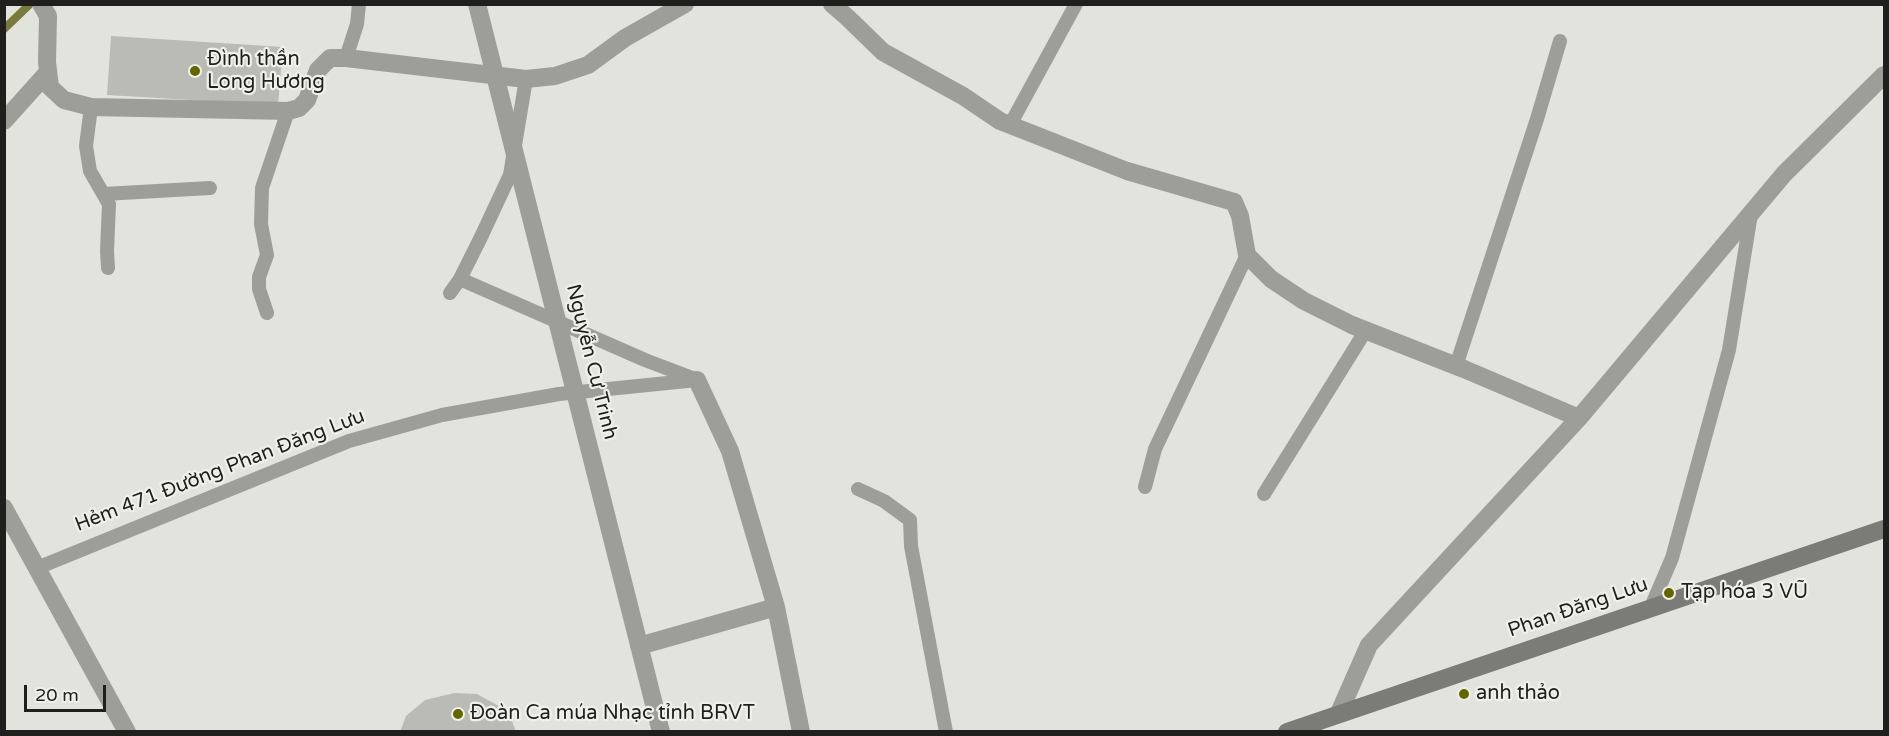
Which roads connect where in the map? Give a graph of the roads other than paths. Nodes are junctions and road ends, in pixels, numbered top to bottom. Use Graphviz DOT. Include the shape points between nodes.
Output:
graph roads {
  1 [pos="359,4"];
  2 [pos="477,4"];
  3 [pos="685,4"];
  4 [pos="831,4"];
  5 [pos="1076,4"];
  6 [pos="44,10"];
  7 [pos="1560,40"];
  8 [pos="346,58"];
  9 [pos="48,72"];
  10 [pos="495,75"];
  11 [pos="1884,75"];
  12 [pos="526,79"];
  13 [pos="92,107"];
  14 [pos="288,111"];
  15 [pos="4,121"];
  16 [pos="1010,125"];
  17 [pos="514,151"];
  18 [pos="210,188"];
  19 [pos="104,194"];
  20 [pos="1751,214"];
  21 [pos="1247,255"];
  22 [pos="108,268"];
  23 [pos="460,279"];
  24 [pos="450,293"];
  25 [pos="267,313"];
  26 [pos="558,322"];
  27 [pos="1366,330"];
  28 [pos="1456,366"];
  29 [pos="697,380"];
  30 [pos="575,392"];
  31 [pos="1579,418"];
  32 [pos="1145,487"];
  33 [pos="858,489"];
  34 [pos="1264,494"];
  35 [pos="4,508"];
  36 [pos="1884,529"];
  37 [pos="37,568"];
  38 [pos="776,607"];
  39 [pos="1651,607"];
  40 [pos="639,646"];
  41 [pos="1339,713"];
  42 [pos="1306,728"];
  43 [pos="127,732"];
  44 [pos="661,732"];
  45 [pos="801,732"];
  46 [pos="945,732"];
  47 [pos="1287,732"];
  1 -- 8 [label="lane"];
  2 -- 10 [label="street, Nguyễn Cư Trinh"];
  3 -- 12 [label="street" via="625,38 588,65 555,76"];
  4 -- 16 [label="street" via="883,52"];
  5 -- 16 [label="lane"];
  6 -- 9 [label="street"];
  7 -- 28 [label="lane"];
  8 -- 10 [label="street"];
  8 -- 14 [label="street" via="330,58 318,70 307,100"];
  9 -- 13 [label="street" via="50,87 64,100"];
  9 -- 15 [label="street"];
  10 -- 12 [label="street"];
  10 -- 17 [label="street, Nguyễn Cư Trinh"];
  11 -- 20 [label="street" via="1784,174"];
  12 -- 17 [label="lane"];
  13 -- 14 [label="street"];
  13 -- 19 [label="lane" via="86,147 90,171"];
  14 -- 25 [label="lane" via="262,188 261,224 267,255 259,289"];
  16 -- 21 [label="street" via="1127,171 1234,202"];
  17 -- 23 [label="lane" via="510,176"];
  17 -- 26 [label="street, Nguyễn Cư Trinh"];
  18 -- 19 [label="lane"];
  19 -- 22 [label="lane" via="109,204"];
  20 -- 31 [label="street"];
  20 -- 39 [label="lane" via="1729,350 1672,558"];
  21 -- 27 [label="street" via="1271,279 1304,302"];
  21 -- 32 [label="lane" via="1155,449"];
  23 -- 24 [label="lane"];
  23 -- 26 [label="lane"];
  26 -- 29 [label="lane"];
  26 -- 30 [label="street, Nguyễn Cư Trinh"];
  27 -- 28 [label="street"];
  27 -- 34 [label="lane"];
  28 -- 31 [label="street"];
  29 -- 30 [label="lane, Hẻm 471 Đường Phan Đăng Lưu"];
  29 -- 38 [label="street" via="730,451"];
  30 -- 37 [label="lane, Hẻm 471 Đường Phan Đăng Lưu" via="442,415 349,441"];
  30 -- 40 [label="street, Nguyễn Cư Trinh"];
  31 -- 41 [label="street" via="1369,645"];
  33 -- 46 [label="lane" via="884,501 910,520 911,546"];
  35 -- 37 [label="street"];
  36 -- 39 [label="street, Phan Đăng Lưu"];
  37 -- 43 [label="street"];
  38 -- 40 [label="street"];
  38 -- 45 [label="street"];
  39 -- 41 [label="street, Phan Đăng Lưu"];
  40 -- 44 [label="street, Nguyễn Cư Trinh"];
  41 -- 42 [label="street, Phan Đăng Lưu"];
  42 -- 47 [label="street, Phan Đăng Lưu"];
}
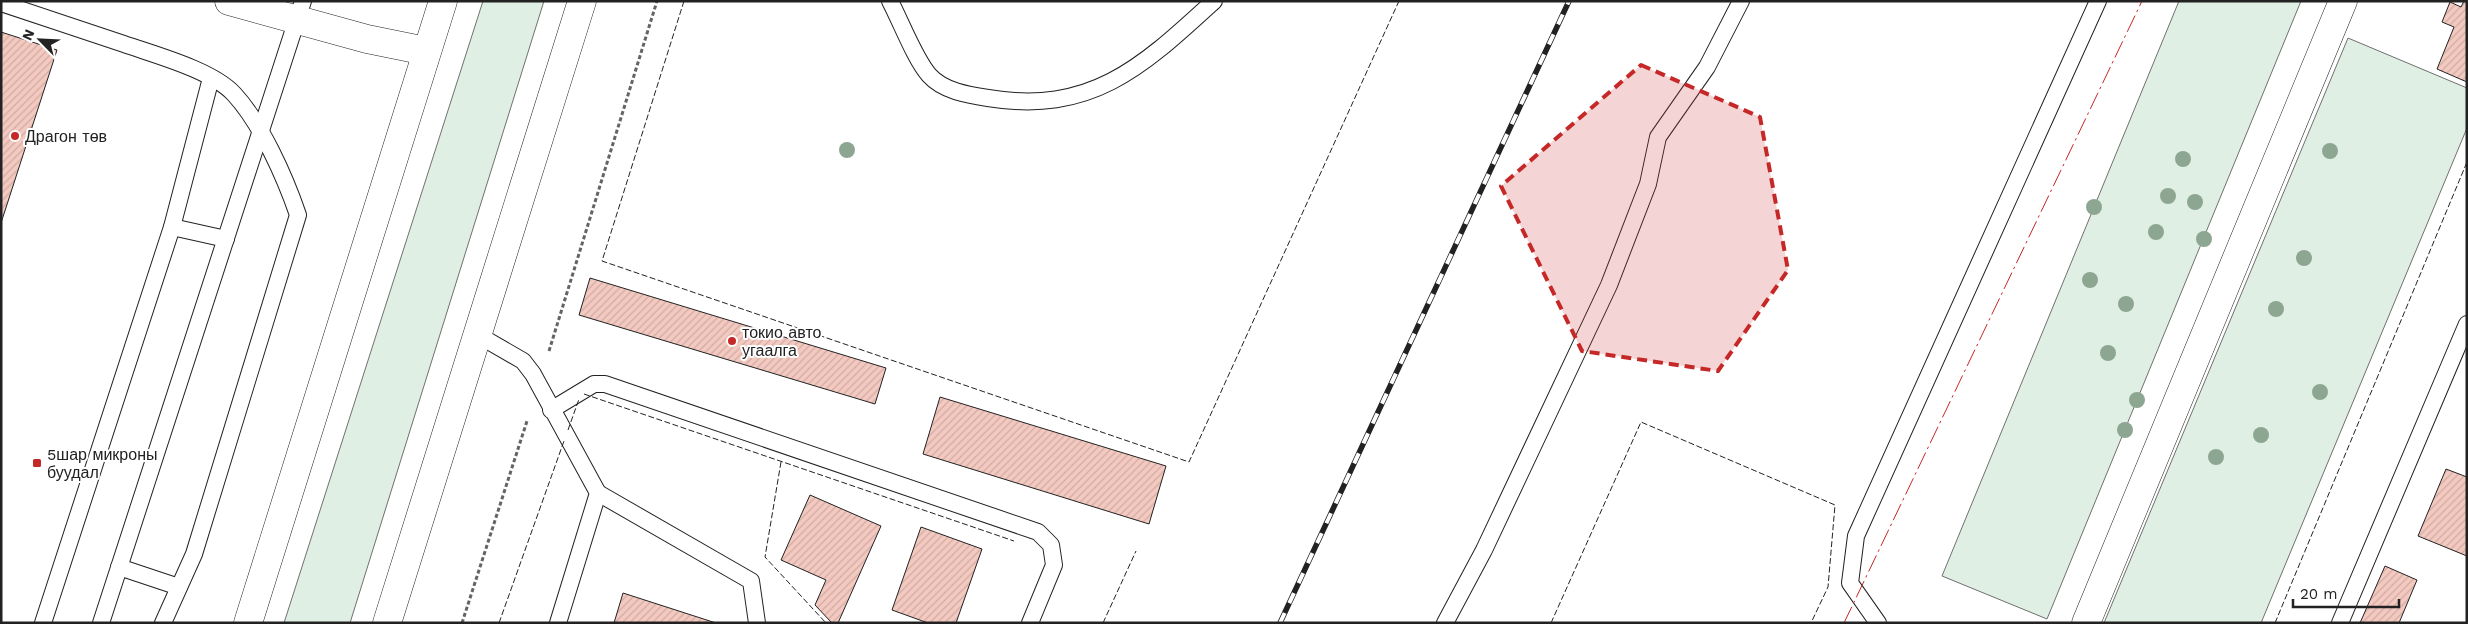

[Exercise aim]: The images are to be left out while the entries are written out exactly.

[Output of the task]:
Which roads connect where in the map? Give a graph of the roads other than paths. Nodes are junctions and road ends, in pixels, numbered top to bottom. Use Graphviz DOT. Include the shape points between nodes.
Output:
graph roads {
  1 [pos="359,4"];
  2 [pos="477,4"];
  3 [pos="685,4"];
  4 [pos="831,4"];
  5 [pos="1076,4"];
  6 [pos="44,10"];
  7 [pos="1560,40"];
  8 [pos="346,58"];
  9 [pos="48,72"];
  10 [pos="495,75"];
  11 [pos="1884,75"];
  12 [pos="526,79"];
  13 [pos="92,107"];
  14 [pos="288,111"];
  15 [pos="4,121"];
  16 [pos="1010,125"];
  17 [pos="514,151"];
  18 [pos="210,188"];
  19 [pos="104,194"];
  20 [pos="1751,214"];
  21 [pos="1247,255"];
  22 [pos="108,268"];
  23 [pos="460,279"];
  24 [pos="450,293"];
  25 [pos="267,313"];
  26 [pos="558,322"];
  27 [pos="1366,330"];
  28 [pos="1456,366"];
  29 [pos="697,380"];
  30 [pos="575,392"];
  31 [pos="1579,418"];
  32 [pos="1145,487"];
  33 [pos="858,489"];
  34 [pos="1264,494"];
  35 [pos="4,508"];
  36 [pos="1884,529"];
  37 [pos="37,568"];
  38 [pos="776,607"];
  39 [pos="1651,607"];
  40 [pos="639,646"];
  41 [pos="1339,713"];
  42 [pos="1306,728"];
  43 [pos="127,732"];
  44 [pos="661,732"];
  45 [pos="801,732"];
  46 [pos="945,732"];
  47 [pos="1287,732"];
  1 -- 8 [label="lane"];
  2 -- 10 [label="street, Nguyễn Cư Trinh"];
  3 -- 12 [label="street" via="625,38 588,65 555,76"];
  4 -- 16 [label="street" via="883,52"];
  5 -- 16 [label="lane"];
  6 -- 9 [label="street"];
  7 -- 28 [label="lane"];
  8 -- 10 [label="street"];
  8 -- 14 [label="street" via="330,58 318,70 307,100"];
  9 -- 13 [label="street" via="50,87 64,100"];
  9 -- 15 [label="street"];
  10 -- 12 [label="street"];
  10 -- 17 [label="street, Nguyễn Cư Trinh"];
  11 -- 20 [label="street" via="1784,174"];
  12 -- 17 [label="lane"];
  13 -- 14 [label="street"];
  13 -- 19 [label="lane" via="86,147 90,171"];
  14 -- 25 [label="lane" via="262,188 261,224 267,255 259,289"];
  16 -- 21 [label="street" via="1127,171 1234,202"];
  17 -- 23 [label="lane" via="510,176"];
  17 -- 26 [label="street, Nguyễn Cư Trinh"];
  18 -- 19 [label="lane"];
  19 -- 22 [label="lane" via="109,204"];
  20 -- 31 [label="street"];
  20 -- 39 [label="lane" via="1729,350 1672,558"];
  21 -- 27 [label="street" via="1271,279 1304,302"];
  21 -- 32 [label="lane" via="1155,449"];
  23 -- 24 [label="lane"];
  23 -- 26 [label="lane"];
  26 -- 29 [label="lane"];
  26 -- 30 [label="street, Nguyễn Cư Trinh"];
  27 -- 28 [label="street"];
  27 -- 34 [label="lane"];
  28 -- 31 [label="street"];
  29 -- 30 [label="lane, Hẻm 471 Đường Phan Đăng Lưu"];
  29 -- 38 [label="street" via="730,451"];
  30 -- 37 [label="lane, Hẻm 471 Đường Phan Đăng Lưu" via="442,415 349,441"];
  30 -- 40 [label="street, Nguyễn Cư Trinh"];
  31 -- 41 [label="street" via="1369,645"];
  33 -- 46 [label="lane" via="884,501 910,520 911,546"];
  35 -- 37 [label="street"];
  36 -- 39 [label="street, Phan Đăng Lưu"];
  37 -- 43 [label="street"];
  38 -- 40 [label="street"];
  38 -- 45 [label="street"];
  39 -- 41 [label="street, Phan Đăng Lưu"];
  40 -- 44 [label="street, Nguyễn Cư Trinh"];
  41 -- 42 [label="street, Phan Đăng Lưu"];
  42 -- 47 [label="street, Phan Đăng Lưu"];
}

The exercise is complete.